Local opinion: A teacher's perspective on CFSD race
John Williams, a retired fifth-grade elementary school teacher, shares his perspective on Catalina Foothills School Board's Governing Board race. He explores how curriculum is developed and writes, "This ensures the adoption of a curriculum that meets the needs of all students at all levels of understanding — far exceeding a so-called “Back to Basics” curriculum." He sums up his article in today's Arizona Daily Star by saying that, "CFSD epitomizes all that is great in public education. Please join me in supporting the candidates who will continue the long-standing excellence that is CFSD: Amy Bhola, Amy Krauss and Gina Mehmert."
Read the full article below.
A teacher's perspective on CFSD race
I had the honor of serving as an elementary educator in Catalina Foothills School District for 36 years, all at Sunrise Drive Elementary. It is critical that we elect school board members who support teaching methodology and curriculum development that are based on research and data, and not personal political agendas. I am deeply disturbed by the platform of the three “Back to Basics” candidates regarding these critical issues.
Year after year, CFSD is identified as one of the top-performing districts in Arizona. This was achieved for decades with the guidance of gifted administrators, teachers, and parents who formed committees to select curriculum based on research and data, paying close attention to how students learn to achieve at their peak ability. Only after going through a rigorous and lengthy process would the committee begin selecting materials that meet the standards set by the State of Arizona. This ensures the adoption of a curriculum that meets the needs of all students at all levels of understanding — far exceeding a so-called “Back to Basics” curriculum.

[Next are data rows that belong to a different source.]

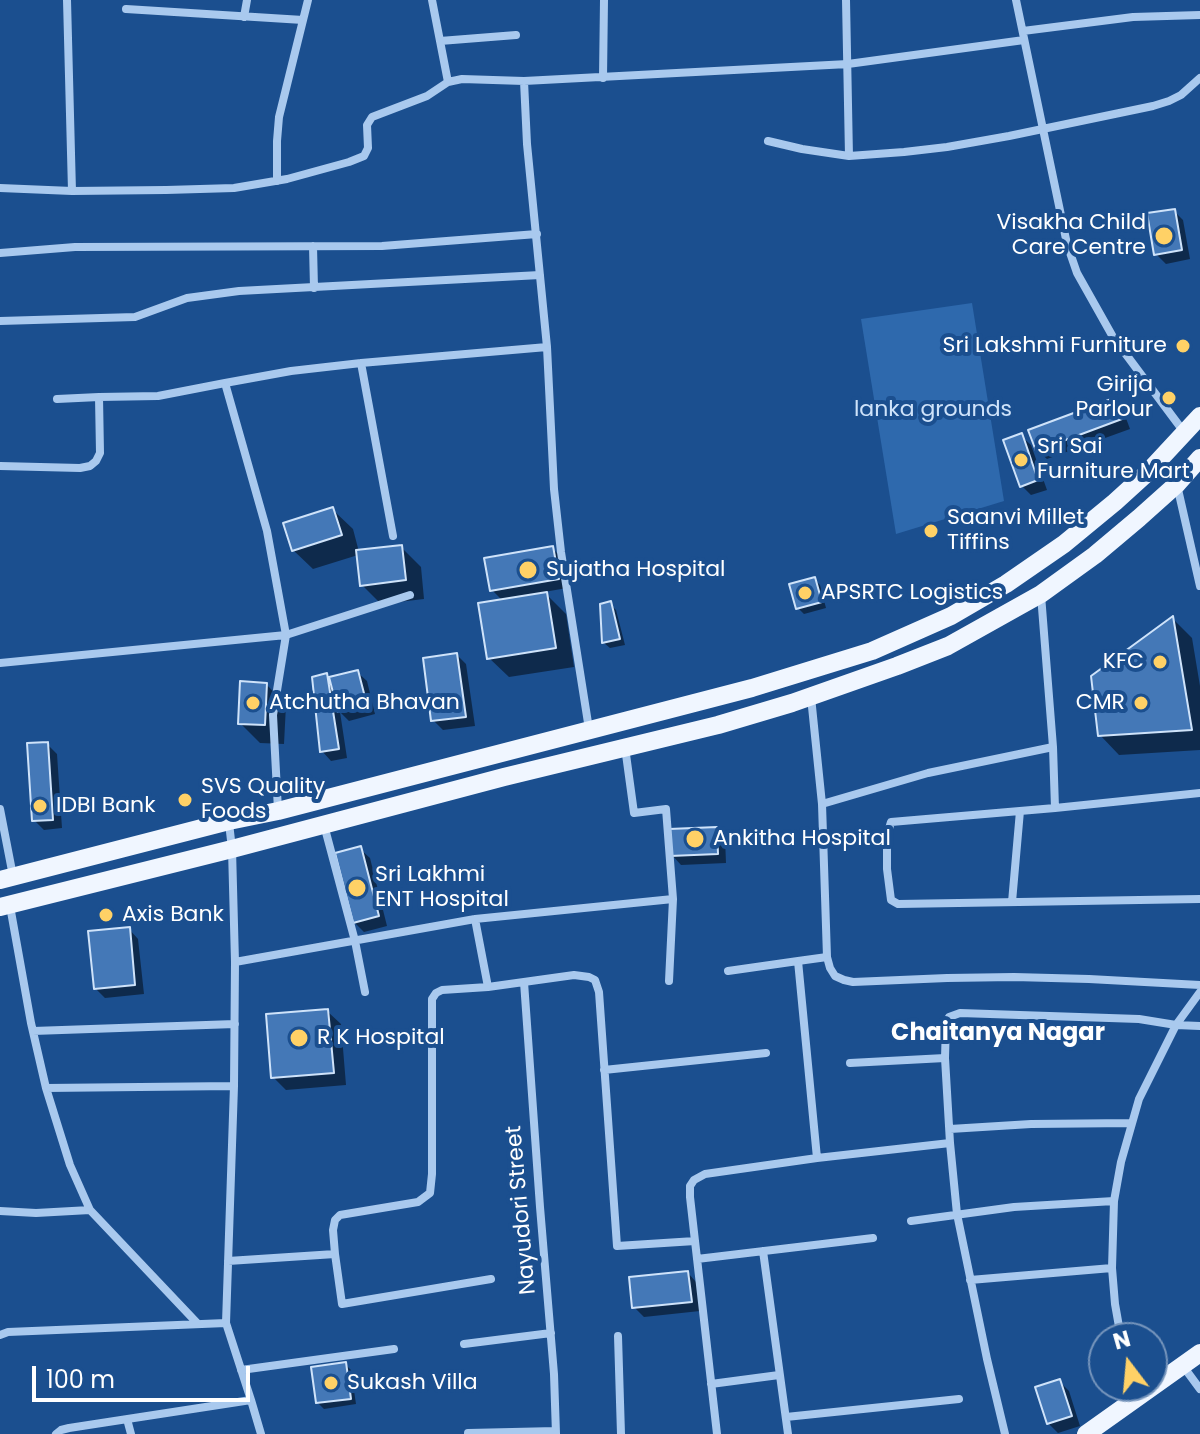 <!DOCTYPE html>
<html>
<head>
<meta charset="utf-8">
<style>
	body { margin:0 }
	#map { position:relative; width:1200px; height:1434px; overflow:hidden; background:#1b4f8f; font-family:Poppins,sans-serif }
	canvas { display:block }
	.north { position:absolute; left:1088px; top:1322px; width:80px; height:80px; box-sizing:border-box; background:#1b4f8f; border:2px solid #7695bc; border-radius:50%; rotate:344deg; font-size:22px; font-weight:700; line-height:32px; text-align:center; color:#fff }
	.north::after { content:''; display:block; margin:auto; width:28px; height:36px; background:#ffd166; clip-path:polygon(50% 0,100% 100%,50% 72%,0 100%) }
	.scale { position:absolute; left:32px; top:1366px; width:218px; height:36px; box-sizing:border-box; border:4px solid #fff; border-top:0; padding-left:10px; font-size:24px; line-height:28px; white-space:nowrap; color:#fff; -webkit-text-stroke:6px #1b4f8f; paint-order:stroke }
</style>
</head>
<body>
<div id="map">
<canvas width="1200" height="1434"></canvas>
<div class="north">N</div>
<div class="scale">100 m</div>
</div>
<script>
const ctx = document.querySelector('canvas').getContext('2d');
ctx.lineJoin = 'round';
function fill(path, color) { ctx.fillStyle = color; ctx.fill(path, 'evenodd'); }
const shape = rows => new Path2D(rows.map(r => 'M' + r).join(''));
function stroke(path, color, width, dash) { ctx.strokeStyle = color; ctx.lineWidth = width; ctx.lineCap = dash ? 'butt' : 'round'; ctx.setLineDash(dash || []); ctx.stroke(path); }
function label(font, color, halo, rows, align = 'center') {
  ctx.font = font + ' Poppins,sans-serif'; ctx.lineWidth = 8; ctx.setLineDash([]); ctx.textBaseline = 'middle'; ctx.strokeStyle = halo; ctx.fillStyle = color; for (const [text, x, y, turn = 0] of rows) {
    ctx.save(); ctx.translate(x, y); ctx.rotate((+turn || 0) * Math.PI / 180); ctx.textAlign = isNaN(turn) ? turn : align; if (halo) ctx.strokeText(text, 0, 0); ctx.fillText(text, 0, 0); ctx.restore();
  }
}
const green = shape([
	[972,303,1004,501,896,534,861,319]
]);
const shadow = shape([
	[1174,211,1183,220,1190,259,1166,264,1156,254],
	[1114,401,1123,410,1130,429,1047,459,1037,450],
	[1021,436,1031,445,1047,490,1031,495,1022,486],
	[333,510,353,529,359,552,401,547,421,567,424,599,381,604,362,585,358,555,313,569,293,550],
	[552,548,562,558,567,588,544,592,566,614,574,667,509,677,489,658,503,601,492,590],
	[814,579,820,585,826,608,804,614,798,608],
	[610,604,616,610,625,645,610,648,604,643,602,605],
	[1173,619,1192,638,1200,686,1200,750,1119,755,1100,735],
	[457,655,466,664,475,726,443,730,433,720],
	[357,672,367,681,375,714,349,721,340,712,347,758,331,761,322,751,327,676,330,678],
	[267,685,286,705,284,744,260,743,240,723],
	[47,744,57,754,62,828,44,830,34,820],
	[716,829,725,838,726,863,681,865,672,855],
	[360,849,370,858,387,926,364,932,354,922],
	[129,929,138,939,144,994,105,998,96,989],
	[327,1011,341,1024,346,1085,286,1090,273,1077],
	[688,1273,697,1283,700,1311,644,1317,634,1307],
	[345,1364,351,1370,356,1404,324,1409,318,1403],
	[1060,1382,1069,1391,1080,1426,1058,1433,1048,1423]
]);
const building = shape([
	[1175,209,1182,250,1154,255,1147,213,1175,209],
	[1114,398,1122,419,1036,451,1028,430,1114,398],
	[1022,433,1038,480,1020,487,1003,440,1022,433],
	[333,507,342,535,292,551,283,523,333,507],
	[402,545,406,580,360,586,356,550,402,545],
	[553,546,559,579,490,591,484,558,553,546],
	[815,577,822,602,796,609,789,584,815,577],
	[547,592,556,648,487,659,478,603,547,592],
	[611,601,620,639,602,643,600,604,611,601],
	[1173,616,1192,730,1098,736,1091,676,1173,616],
	[457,653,466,717,431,721,423,658,457,653],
	[358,670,367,705,338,712,329,677,358,670],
	[327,673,339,749,320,752,312,677,327,673],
	[240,681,267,683,265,725,238,724,240,681],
	[48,742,53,820,32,821,27,743,48,742],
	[717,827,718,854,670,856,669,829,717,827],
	[361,846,379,916,353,923,335,853,361,846],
	[130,927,135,985,94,989,88,931,130,927],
	[328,1009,334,1073,271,1078,266,1014,328,1009],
	[688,1271,692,1302,632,1308,629,1277,688,1271],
	[346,1362,351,1399,316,1403,311,1367,346,1362],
	[1060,1379,1072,1416,1047,1424,1035,1387,1060,1379]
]);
const street = shape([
	[67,0,72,191],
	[432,0,448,82],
	[846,0,849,156],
	[1016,0,1067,244,1077,273,1113,337,1184,432],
	[126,9,303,20],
	[244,17,247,0],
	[1023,31,1133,17,1200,15],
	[440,41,516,35],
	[603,78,604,0],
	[768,141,802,149,849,156,904,152,947,147,1009,136,1153,106,1169,101,1181,95,1200,78],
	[277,181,277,141,279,117,308,0],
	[0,188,72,191,166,190,234,188,287,179,349,162,364,156,368,148,367,125,372,117,427,96,448,82,462,79,524,81],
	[313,246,314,288],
	[0,253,75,247,382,246,537,234],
	[0,321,135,317,187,298,239,291,540,275],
	[57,399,99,397],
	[0,466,80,468,90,466,96,461,100,453,99,397,158,396,225,383],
	[1177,485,1200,586],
	[393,536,361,363,547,347],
	[1041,595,1053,747],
	[0,663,286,635,410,595],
	[811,697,822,804],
	[589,729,561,552,554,489,547,347,527,144,524,81,848,64,1024,40],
	[1055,808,891,822,887,835,887,869,891,900,898,904,1200,899],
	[0,809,13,876],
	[278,810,273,715,286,635,267,531,225,383,291,371,361,363],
	[229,823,232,849,235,962,234,1086],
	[324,825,355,941,365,992],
	[1012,902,1020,811],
	[10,906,31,1023,46,1088,234,1086,226,1323,251,1400,261,1434],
	[827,957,830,968,835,976,844,980,853,982,947,978,1014,977,1089,979,1200,985],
	[235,962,475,919],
	[728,971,798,961],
	[669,981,673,899],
	[524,982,540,1207,554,1374,556,1434],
	[488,987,574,975,589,977,595,980,599,992,617,1246,695,1241,690,1197,690,1186,694,1180,705,1174,817,1158,798,961,827,957,822,804,928,773,1053,747,1055,808,1200,793],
	[33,1031,235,1024],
	[850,1063,945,1058],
	[604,1070,766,1053],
	[46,1088,70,1165,90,1210],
	[950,1129,1031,1124,1132,1123],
	[817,1158,950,1143],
	[0,1211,36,1213,90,1210,198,1324],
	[911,1221,1014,1207,1114,1201],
	[695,1241,717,1434],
	[763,1251,788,1434],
	[335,1254,342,1304,491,1279],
	[697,1259,873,1238],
	[228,1261,335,1254,333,1230,335,1220,340,1215,418,1202,430,1193,432,1174,432,999,436,993,442,990,488,987,475,919,673,899,666,809,634,813,625,747],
	[970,1280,1112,1268],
	[0,1335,8,1332,226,1323],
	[618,1336,621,1434],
	[1121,1338,1115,1304,1112,1268,1114,1201,1121,1162,1139,1099,1176,1025,1200,992],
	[464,1344,551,1333],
	[1183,1366,1200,1389],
	[241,1370,394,1349],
	[711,1384,779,1375],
	[786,1417,959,1399],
	[127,1419,131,1434],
	[468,1433,556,1431],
	[56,1434,61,1430,69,1428,251,1400],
	[1005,1434,987,1359,957,1214,950,1143,945,1058,946,1023,949,1017,960,1013,1139,1019,1176,1025,1200,1026]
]);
const primary = shape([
	[0,880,229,821,278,811,752,688,872,651,951,616,1006,584,1064,544,1115,502,1148,472,1200,416],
	[0,907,232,849,504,777,718,725,792,703,897,666,948,646,1041,594,1095,555,1139,518,1177,484,1200,458],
	[1086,1434,1200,1353]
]);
const markers = [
	[1164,236,10,"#ffd166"],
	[1183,346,8,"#ffd166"],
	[1169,398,8,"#ffd166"],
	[1021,460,8,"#ffd166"],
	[931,531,8,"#ffd166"],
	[528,570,10,"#ffd166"],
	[805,593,8,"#ffd166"],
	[1160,662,8,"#ffd166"],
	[253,703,8,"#ffd166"],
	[1141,703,8,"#ffd166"],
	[185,800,8,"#ffd166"],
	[40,806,8,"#ffd166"],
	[695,839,10,"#ffd166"],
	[357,888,10,"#ffd166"],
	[106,915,8,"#ffd166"],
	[299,1038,10,"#ffd166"],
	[331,1383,8,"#ffd166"]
];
const poiNames = [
	["Visakha Child",1146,223,"right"],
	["Care Centre",1146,248,"right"],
	["Sri Lakshmi Furniture",1167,346,"right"],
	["Girija",1153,385,"right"],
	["Parlour",1153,410,"right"],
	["Sri Sai",1037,447],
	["Furniture Mart",1037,472],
	["Saanvi Millet",947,518],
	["Tiffins",947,543],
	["Sujatha Hospital",546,570],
	["APSRTC Logistics",821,593],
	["KFC",1144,662,"right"],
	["Atchutha Bhavan",269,703],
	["CMR",1125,703,"right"],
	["SVS Quality",201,787],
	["Foods",201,812],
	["IDBI Bank",56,806],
	["Ankitha Hospital",713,839],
	["Sri Lakhmi",375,875],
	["ENT Hospital",375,900],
	["Axis Bank",122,915],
	["R K Hospital",317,1038],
	["Sukash Villa",347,1383]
];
const parkNames = [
	["lanka grounds",933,410]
];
const streetNames = [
	["Nayudori Street",522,1210,-95]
];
const neighbourhoodNames = [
	["Chaitanya Nagar",998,1034]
];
fill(green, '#2e69ad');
fill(shadow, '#0007');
fill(building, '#4478b7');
stroke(building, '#cfe3fa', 2);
stroke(street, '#a9c9ee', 8);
stroke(primary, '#f0f6ff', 18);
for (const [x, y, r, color] of markers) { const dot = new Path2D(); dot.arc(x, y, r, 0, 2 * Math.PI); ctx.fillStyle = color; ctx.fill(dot); stroke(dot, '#1b4f8f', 3); }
label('22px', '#fff', '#1b4f8f', poiNames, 'left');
label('22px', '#cfe3fa', '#1b4f8f', parkNames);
label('22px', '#fff', '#1b4f8f', streetNames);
label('bold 24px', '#fff', '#1b4f8f', neighbourhoodNames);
</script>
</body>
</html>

Skilled administrators, who have completed grueling training and the certification program established by the State of Arizona, evaluate teachers to assess if they are meeting high standards. This should not be done by school board members or parents who want to come into the classroom and micromanage without any idea of what to identify as excellence in teaching. This would be very demoralizing to teachers and exacerbate an existing serious teacher shortage. Students learn best when a compassionate, caring teacher can be flexible by adapting to the individual needs of each student and monitor and adjust accordingly.
Teachers would be pleased to have school board members or parents attend a class to assess the tone of a classroom and observe the interaction between a teacher and their students. It would be quite different for them to come into a class to assess lesson plans, pedagogy, and content of a curriculum being taught.
Back to Basics is concerned with what they are calling “Critical Race Theory,” which is not taught at any of our district’s schools. If I understand these candidates’ concerns, they want instruction that does not make “students feel uncomfortable,” which everyone wants to avoid. But how do you teach about the forced relocation of Native Americans onto reservations, the Civil War in the USA without talking about slavery, World War Two without talking about the Holocaust? These are difficult, uncomfortable subjects. When educating students, in an age-appropriate manner, about any horror of history, it is a natural and appropriate response to be uncomfortable. If you learn from your country’s mistakes, you can still feel proud of your country, and be a part of the solution by not repeating those mistakes. Our teachers are professional, highly trained teachers who understand how to teach even the most difficult subjects to our students.
Board members and parents must trust the administrators, and teachers whom they have hired to fulfill the outcomes of curriculum approved by the school board and the State of Arizona. If parents have a concern, there is a process in every district to address them. To dramatically change this long-standing, incredibly successful educational structure, in the aggregate, will inflict great harm to education in our wonderful district, state and country.
Public education is one of the great gifts of our country. As stated by Diane Ravitch, assistant Secretary of Education in the George H.W. Bush administration, “(o)ur public education system is a fundamental element of our democratic society. Our public schools have been the pathway to opportunity and a better life for generations of Americans ... To the extent we strengthen them, we strengthen our democracy.”
CFSD epitomizes all that is great in public education. Please join me in supporting the candidates who will continue the long-standing excellence that is CFSD: Amy Bhola, Amy Krauss and Gina Mehmert.